### Video Transcript

A frog of mass 30 grams jumping
into the air from a resting position accelerates to a speed of 12 centimeters
per second in 0.025 seconds. How many newtons of force did
the frog’s legs exert in the jump?

Okay, so here’s our frog in its
initial resting position. And we’ve been told that it has
a mass of 30 grams. And as well as this, it’s just
about to jump. In fact, here he is a few
moments later, having just jumped. We’ve been told that, in this
position, the frog is moving at a speed of 12 centimeters per second. So since the frog jumped from
here to here, let’s say that the frog is moving in this direction at 12
centimeters per second. The direction at the moment is
arbitrary. But it is important that we
label it just for the sake of drawing a complete diagram.

Now, as well as this, we’ve
been told that the time taken between the frog being at rest and the frog
traveling at 12 centimeters per second is 0.025 seconds.

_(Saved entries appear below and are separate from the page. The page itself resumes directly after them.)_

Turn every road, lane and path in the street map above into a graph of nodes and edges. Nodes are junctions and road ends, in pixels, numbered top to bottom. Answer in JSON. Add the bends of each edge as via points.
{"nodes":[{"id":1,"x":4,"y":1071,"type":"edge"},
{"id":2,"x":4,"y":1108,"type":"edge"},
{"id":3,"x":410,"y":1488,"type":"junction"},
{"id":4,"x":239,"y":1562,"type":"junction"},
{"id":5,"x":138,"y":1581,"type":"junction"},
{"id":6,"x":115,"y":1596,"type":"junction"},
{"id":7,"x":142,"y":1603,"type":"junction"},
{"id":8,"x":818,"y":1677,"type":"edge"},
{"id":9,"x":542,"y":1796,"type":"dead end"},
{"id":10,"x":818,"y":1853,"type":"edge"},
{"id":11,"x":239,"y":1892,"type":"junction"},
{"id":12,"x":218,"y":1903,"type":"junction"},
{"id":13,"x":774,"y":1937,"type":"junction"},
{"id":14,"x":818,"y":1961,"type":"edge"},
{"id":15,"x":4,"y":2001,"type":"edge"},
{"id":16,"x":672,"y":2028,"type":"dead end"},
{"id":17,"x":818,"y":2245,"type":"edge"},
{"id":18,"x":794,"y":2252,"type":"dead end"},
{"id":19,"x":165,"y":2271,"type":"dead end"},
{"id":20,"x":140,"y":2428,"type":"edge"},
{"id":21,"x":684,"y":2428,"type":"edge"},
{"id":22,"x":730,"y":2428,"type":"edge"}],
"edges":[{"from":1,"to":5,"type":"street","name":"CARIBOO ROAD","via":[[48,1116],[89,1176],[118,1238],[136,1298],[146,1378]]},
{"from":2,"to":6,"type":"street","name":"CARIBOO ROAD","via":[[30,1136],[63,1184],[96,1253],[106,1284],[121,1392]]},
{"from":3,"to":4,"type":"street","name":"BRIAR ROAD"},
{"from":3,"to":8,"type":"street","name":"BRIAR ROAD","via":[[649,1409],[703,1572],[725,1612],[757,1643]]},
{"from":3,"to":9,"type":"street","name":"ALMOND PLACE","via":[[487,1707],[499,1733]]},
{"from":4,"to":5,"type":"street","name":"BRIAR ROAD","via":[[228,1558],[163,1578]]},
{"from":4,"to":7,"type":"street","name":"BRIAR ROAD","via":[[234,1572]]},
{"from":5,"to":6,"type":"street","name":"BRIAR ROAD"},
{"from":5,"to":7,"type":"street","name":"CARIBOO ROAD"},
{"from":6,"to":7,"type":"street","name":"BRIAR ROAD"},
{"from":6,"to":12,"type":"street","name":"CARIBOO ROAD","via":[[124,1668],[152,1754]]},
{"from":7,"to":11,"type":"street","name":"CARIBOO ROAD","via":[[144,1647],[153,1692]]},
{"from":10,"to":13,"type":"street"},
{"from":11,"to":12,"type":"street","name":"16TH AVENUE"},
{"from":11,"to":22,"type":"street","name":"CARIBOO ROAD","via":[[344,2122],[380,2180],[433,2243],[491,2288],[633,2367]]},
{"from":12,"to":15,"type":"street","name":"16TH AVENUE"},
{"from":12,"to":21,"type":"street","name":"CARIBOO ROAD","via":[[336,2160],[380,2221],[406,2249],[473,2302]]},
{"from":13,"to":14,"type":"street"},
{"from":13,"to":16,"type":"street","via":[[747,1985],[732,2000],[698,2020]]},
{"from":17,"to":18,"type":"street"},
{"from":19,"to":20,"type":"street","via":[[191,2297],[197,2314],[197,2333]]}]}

So that’s how long it took for
the frog to accelerate from zero meters per second here to traveling at 12
meters per second here.

We’ve been asked to find how
many newtons of force the frog’s legs exerted in this jump. Now this is a really useful
sentence because not only is it telling us that we need to find the force
exerted by the frog’s legs, but we also need to find it in newtons. And, as we know, newtons is the
base unit of force. So regardless of whatever
equations we have to use to find the force, if we want to find it in its base
unit, we need to convert everything else to base units as well.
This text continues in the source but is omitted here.